I'm just trying to get the units with the most contacts in a given date range, and belonging to a certain group of owners.

+------+-------------+----------+--------+--------------------------------------------------+---------------------------+---------+-------------------------+------+---------------------------------+
| id   | select_type | table    | type   | possible_keys                                    | key                       | key_len | ref                     | rows | Extra                           |
+------+-------------+----------+--------+--------------------------------------------------+---------------------------+---------+-------------------------+------+---------------------------------+
|    1 | SIMPLE      | owners   | ref    | PRIMARY,owners_group_id_foreign                  | owners_group_id_foreign   | 4       | const                   | 1133 | Using temporary; Using filesort |
|    1 | SIMPLE      | contacts | ref    | contacts_checkin_index,contacts_owner_id_foreign | contacts_owner_id_foreign | 4       | appdb.owners.id         | 1145 | Using where                     |
|    1 | SIMPLE      | units    | eq_ref | PRIMARY                                          | PRIMARY                   | 4       | appdb.contacts.unit_id  |    1 |                                 |
+------+-------------+----------+--------+--------------------------------------------------+---------------------------+---------+-------------------------+------+---------------------------------+

As near as I can tell, everything that should be indexed is:

CREATE TABLE `contacts` (
  `id` int(10) unsigned NOT NULL AUTO_INCREMENT,
  `owner_id` int(10) unsigned NOT NULL,
  `unit_id` int(10) unsigned NOT NULL,
  `terminal_id` int(10) unsigned NOT NULL,
  `checkin` datetime NOT NULL
  PRIMARY KEY (`id`),
  KEY `contacts_checkin_index` (`checkin`),
  KEY `contacts_unit_id_foreign` (`unit_id`),
  KEY `contacts_terminal_id_foreign` (`terminal_id`),
  KEY `contacts_owner_id_foreign` (`owner_id`),
  CONSTRAINT `contacts_unit_id_foreign` FOREIGN KEY (`unit_id`) REFERENCES `units` (`id`) ON DELETE CASCADE ON UPDATE CASCADE,
  CONSTRAINT `contacts_terminal_id_foreign` FOREIGN KEY (`terminal_id`) REFERENCES `terminals` (`id`) ON DELETE CASCADE ON UPDATE CASCADE,
  CONSTRAINT `contacts_owner_id_foreign` FOREIGN KEY (`owner_id`) REFERENCES `owners` (`id`) ON DELETE CASCADE ON UPDATE CASCADE
) ENGINE=InnoDB AUTO_INCREMENT=25528530 DEFAULT CHARSET=utf8mb4 COLLATE=utf8mb4_unicode_ci

The contacts table currently has about 10 million rows, and this query takes about 4 minutes to run.
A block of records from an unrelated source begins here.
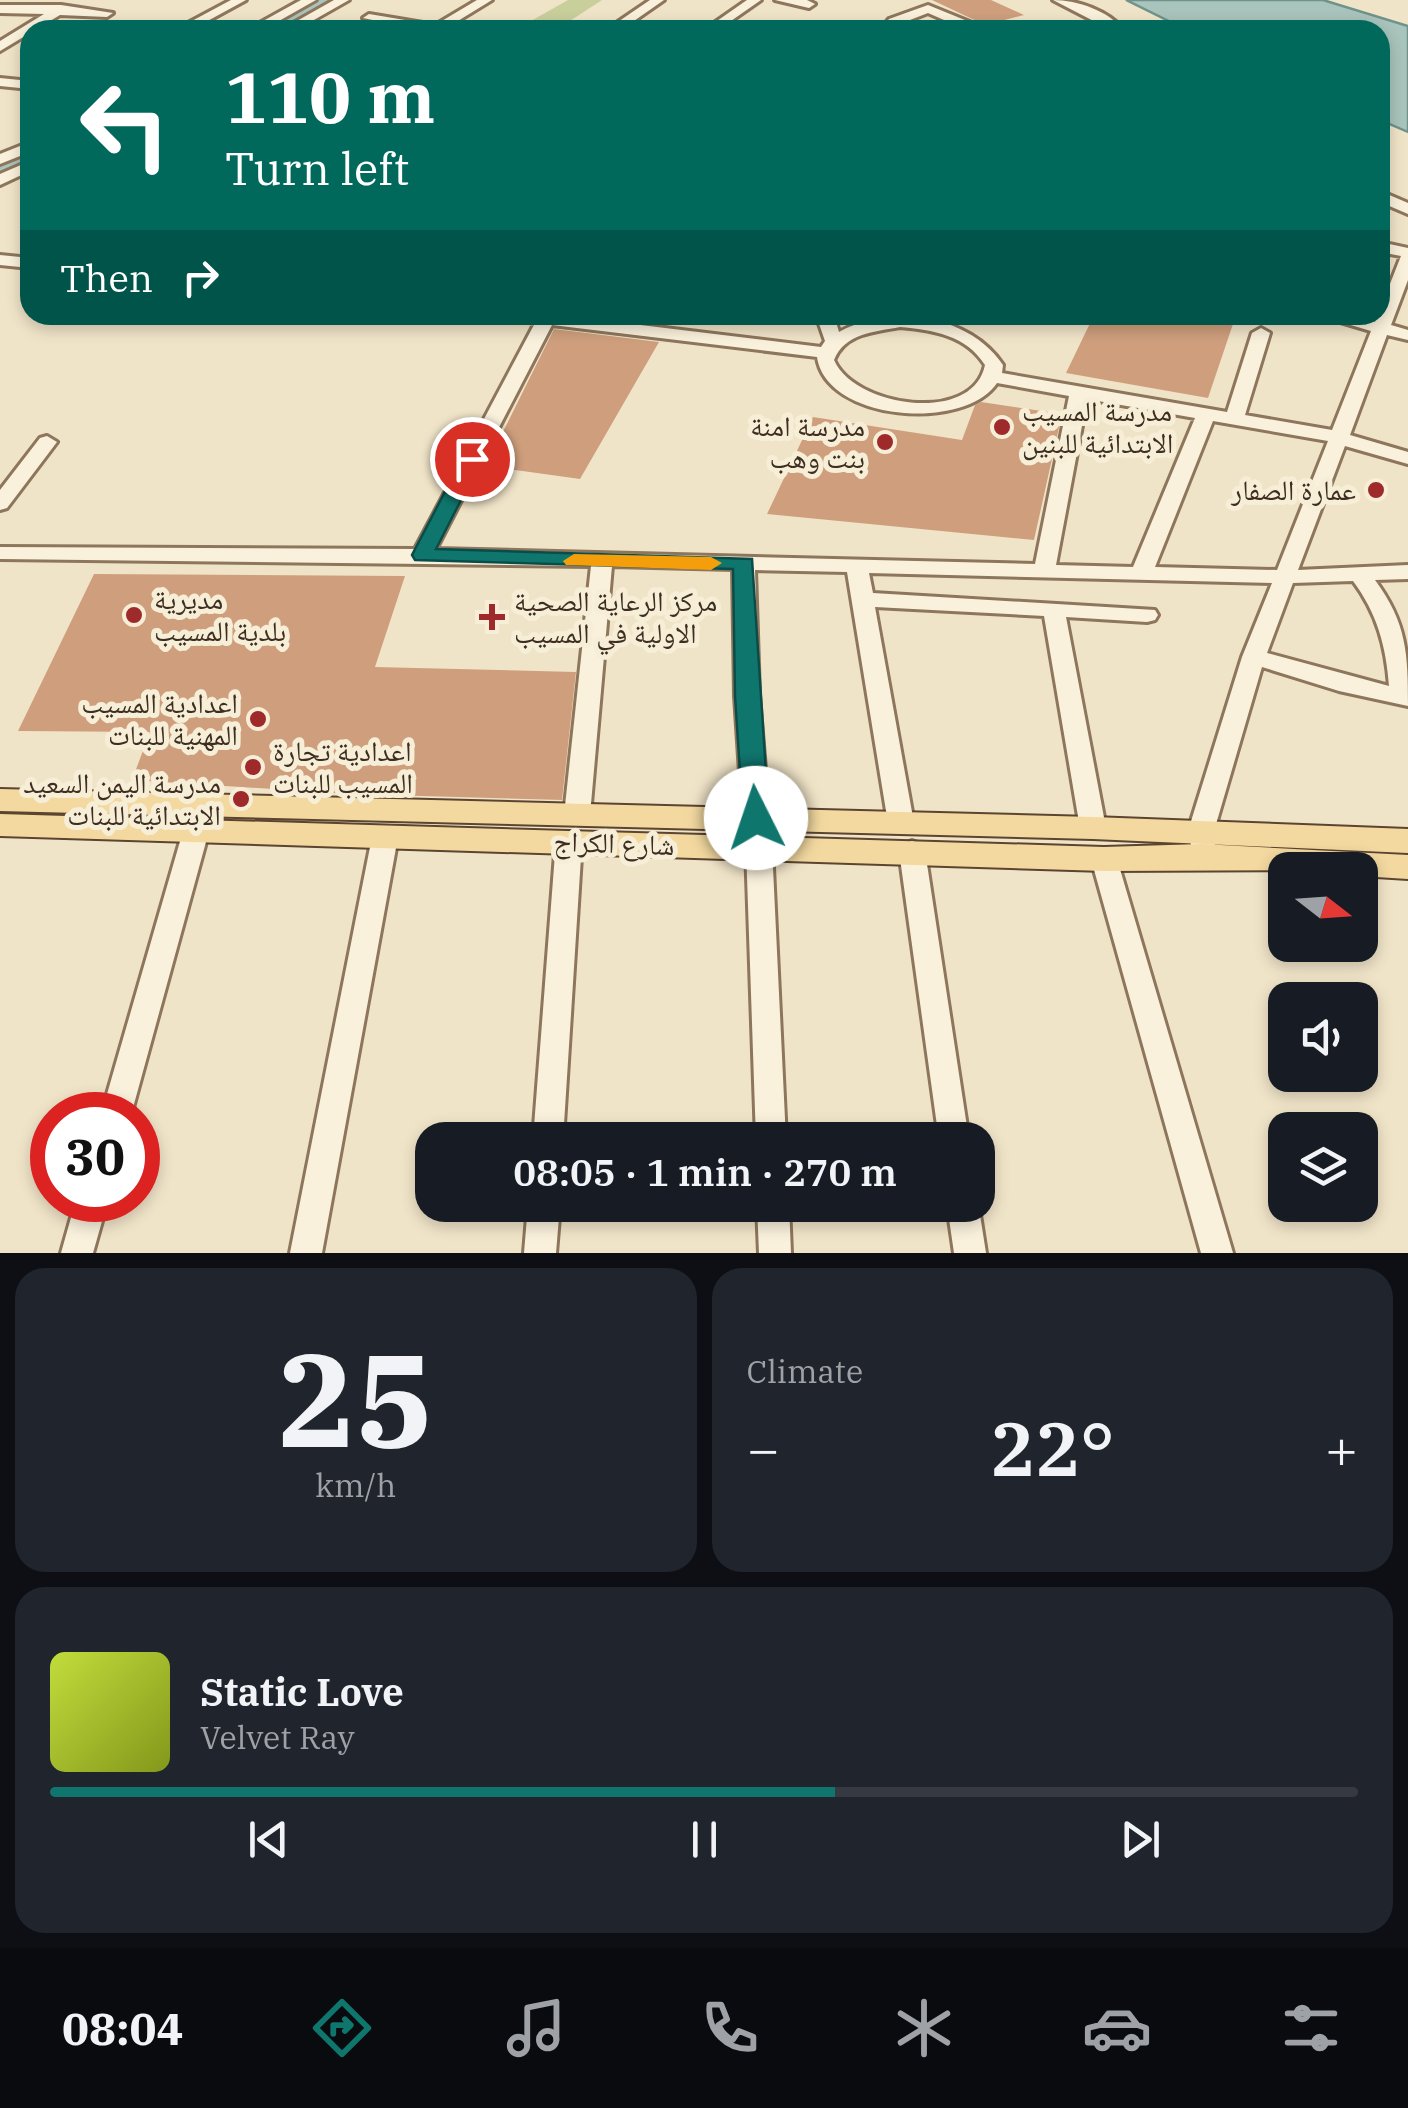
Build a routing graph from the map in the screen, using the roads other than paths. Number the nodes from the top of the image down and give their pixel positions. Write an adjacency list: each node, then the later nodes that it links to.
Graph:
1 (78, 0): 12 (street)
2 (240, 0): 16 (street)
3 (310, 0): 17 (street)
4 (343, 0): 18 (street)
5 (486, 0): 20 (street)
6 (658, 0): 21 (street)
7 (756, 0): 22 (street)
8 (782, 0): 10 (street)
9 (1059, 0): 25 (street)
10 (809, 4)
11 (0, 9): 12 (street)
12 (60, 10): 13 (street); 15 (street)
13 (106, 13)
14 (369, 18): 19 (street)
15 (44, 20)
16 (203, 20)
17 (273, 20)
18 (306, 20)
19 (376, 20)
20 (454, 20)
21 (627, 20)
22 (725, 20)
23 (900, 20): 24 (street)
24 (955, 20)
25 (1104, 20)
26 (1408, 255): 27 (street)
27 (1390, 303)
28 (542, 325): 51 (street)
29 (609, 325): 36 (street)
30 (826, 325): 41 (street)
31 (876, 325): 41 (street)
32 (900, 325): 37 (street)
33 (944, 325): 37 (street)
34 (1365, 325): 38 (street)
35 (1382, 325): 38 (street)
36 (618, 326): 41 (street)
37 (940, 327): 42 (street)
38 (1380, 329): 40 (street); 46 (street)
39 (1261, 332): 45 (street)
40 (1408, 335)
41 (829, 348): 42 (street)
42 (993, 377): 43 (street)
43 (1079, 394): 44 (street); 55 (street)
44 (1206, 416): 45 (street); 57 (street)
45 (1234, 421): 46 (street)
46 (1337, 438): 48 (street); 59 (street)
47 (47, 442): 49 (street)
48 (1408, 458)
49 (0, 504)
50 (0, 553): 51 (street)
51 (422, 555): 52 (street)
52 (602, 562): 53 (street); 67 (street)
53 (744, 563): 54 (street); 70 (street)
54 (857, 566): 55 (street); 60 (street)
55 (1044, 571): 57 (street)
56 (1408, 572): 58 (street)
57 (1141, 574): 59 (street)
58 (1360, 575): 59 (street); 64 (street)
59 (1286, 577): 63 (street)
60 (862, 599): 61 (street); 72 (street)
61 (1054, 610): 62 (street); 68 (street)
62 (1146, 615)
63 (1254, 657): 64 (street); 74 (street)
64 (1405, 698)
65 (0, 800): 67 (main road, شارع الكراج)
66 (0, 825): 69 (main road, شارع الكراج)
67 (573, 828): 70 (main road, شارع الكراج); 71 (main road, شارع الكراج); 78 (street)
68 (1094, 828): 72 (main road, شارع الكراج); 74 (main road, شارع الكراج)
69 (196, 831): 71 (main road, شارع الكراج); 77 (street)
70 (758, 832): 72 (main road, شارع الكراج); 79 (street)
71 (385, 837): 86 (street)
72 (907, 837): 75 (main road, شارع الكراج); 80 (street)
73 (1408, 841): 74 (main road, شارع الكراج)
74 (1202, 844): 75 (main road, شارع الكراج); 76 (main road, شارع الكراج)
75 (1104, 859): 90 (street)
76 (1408, 867)
77 (122, 1092)
78 (549, 1122)
79 (770, 1122)
80 (951, 1122)
81 (86, 1222): 85 (street)
82 (543, 1222): 87 (street)
83 (774, 1222): 88 (street)
84 (965, 1222): 89 (street)
85 (77, 1253)
86 (306, 1253)
87 (540, 1253)
88 (775, 1253)
89 (970, 1253)
90 (1217, 1253)

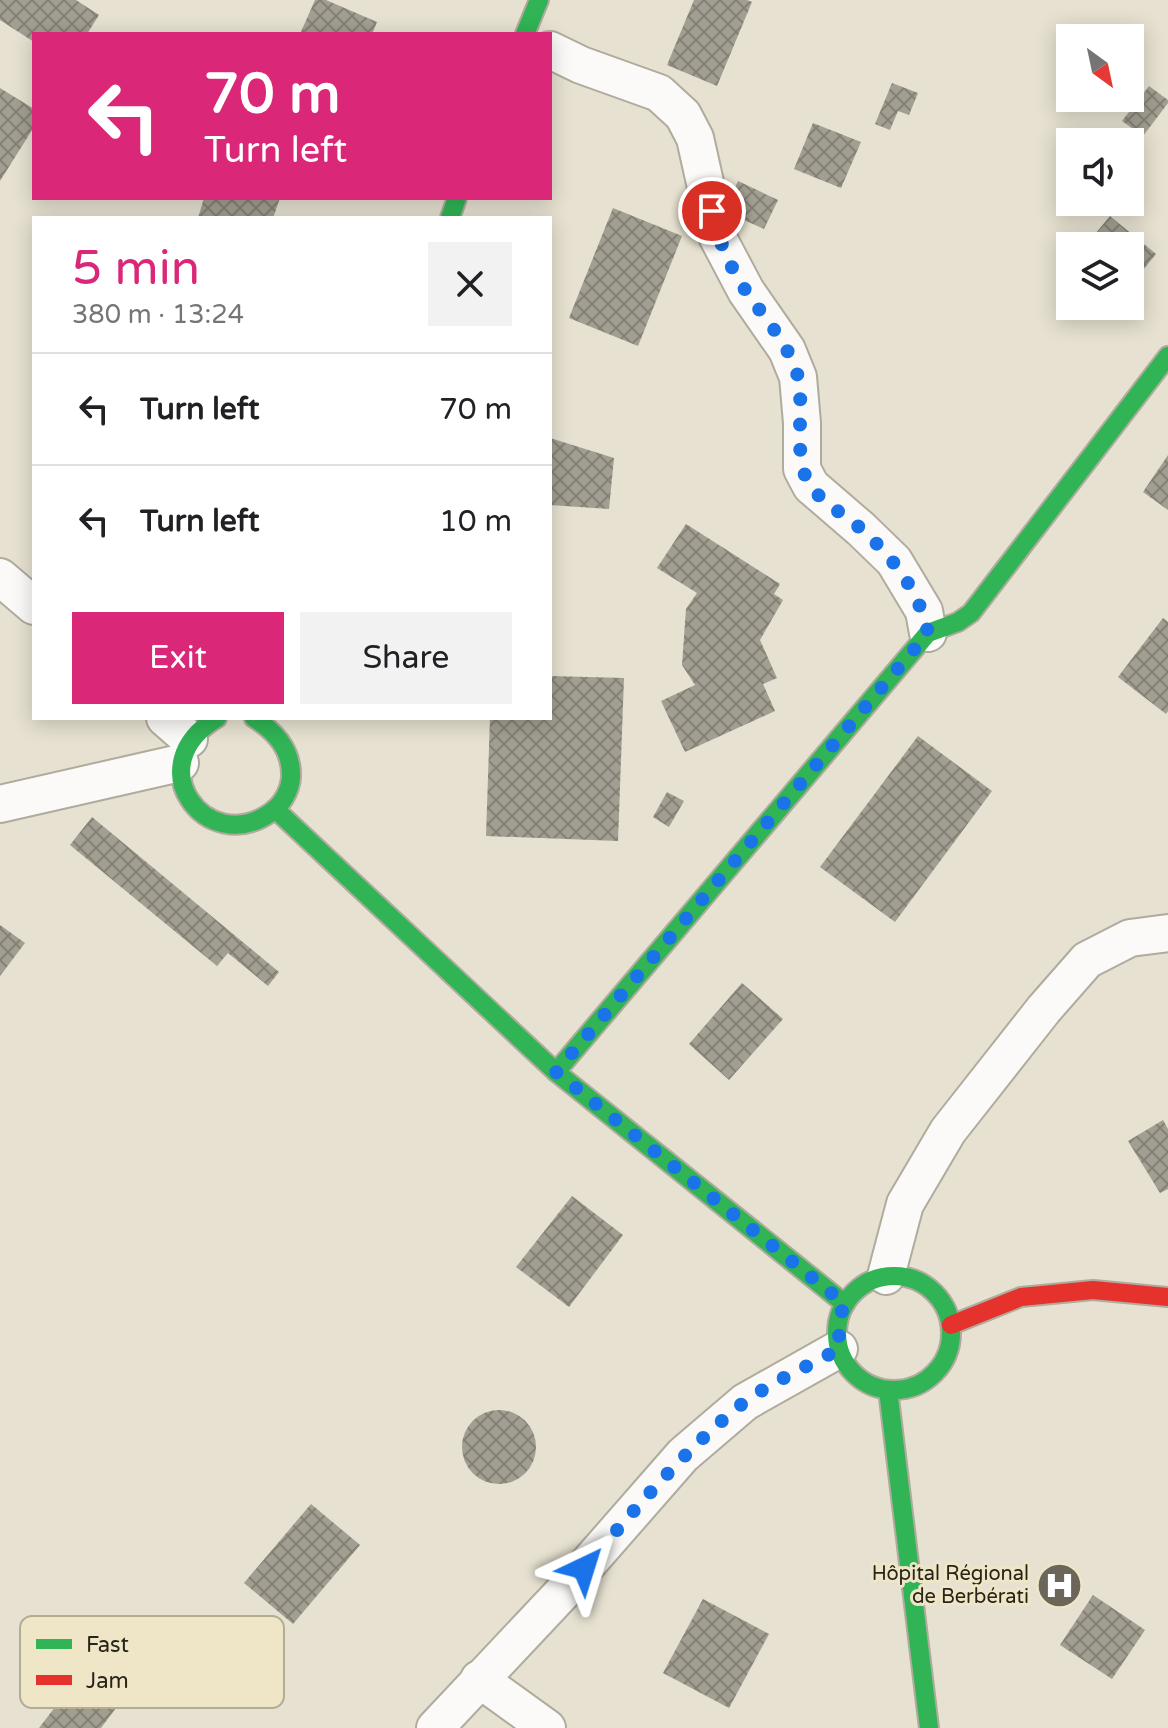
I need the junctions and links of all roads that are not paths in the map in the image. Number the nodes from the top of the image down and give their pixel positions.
1 (539, 0) edge
2 (526, 32) edge
3 (552, 51) edge
4 (1168, 356) edge
5 (0, 577) edge
6 (32, 604) edge
7 (928, 633) junction
8 (258, 720) edge
9 (294, 731) dead end
10 (188, 734) edge
11 (290, 756) junction
12 (0, 804) edge
13 (275, 809) junction
14 (1168, 933) edge
15 (556, 1072) junction
16 (886, 1276) junction
17 (1168, 1297) edge
18 (845, 1304) junction
19 (951, 1325) junction
20 (839, 1349) junction
21 (888, 1390) junction
22 (479, 1679) junction
23 (435, 1728) edge
24 (547, 1728) edge
25 (929, 1728) edge

1 - 2 main road
3 - 7 street
4 - 7 main road
5 - 6 street
7 - 15 main road
8 - 11 main road
9 - 11 main road
10 - 12 street
10 - 13 main road
11 - 13 main road
13 - 15 main road
14 - 16 street
15 - 18 main road
16 - 18 main road
16 - 19 main road
17 - 19 main road
18 - 20 main road
19 - 21 main road
20 - 21 main road
20 - 22 street
21 - 25 main road
22 - 23 street
22 - 24 street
Is this anything that can be improved significantly or am I just bumping up against limitations of my hardware at this point?


Solution

  • SELECT  sub.unit_id, sub.owner_id, u.`description`, u.`address`,
            sub.name, sub.email,
            sub.contact_count
        FROM  
            ( SELECT  c.`unit_id`, c.`owner_id`,
                      o.`name`, o.`email`,
                      COUNT(*) AS contact_count
                FROM  `contacts` AS c
                JOIN  `owners` AS o  ON c.`owner_id` = o.`id`
                WHERE  o.`group_id` = 6
                  AND  c.`checkin` >= '2021-10-01'
                  AND  c.`checkin` <  '2021-10-01' + INTERVAL 1 MONTH
                GROUP BY  c.`unit_id`
                ORDER BY  `contact_count` DESC
                LIMIT  20 
            ) AS sub
        LEFT JOIN  `units` AS u  ON sub.`unit_id` = u.`id`
        ORDER BY  `contact_count` DESC, sub.unit_id DESC;
    

    Notes:

    • I turned it inside out in order to hit units only 20 times.
    • JOIN owners cannot be LEFT JOIN, so I changed that.
    • I changed the GROUP BY to avoid using units prematurely.
    • Possibly the GROUP BY is now redundant.
    • I changed the date range to make it easier to be generic.
    • I augmented the ORDER BY to make it deterministic in case of dup counts.
    • Notice, below, how "composite" indexes can be helpful.

    Indexes that may help:

    contacts:  INDEX(checkin, unit_id, owner_id)
    contacts:  INDEX(owner_id, checkin, unit_id)
    owners:  INDEX(group_id, id,  name, email)
    

    When adding those, remove any INDEXes that start with the same columns. Example: contacts: INDEX(checkin)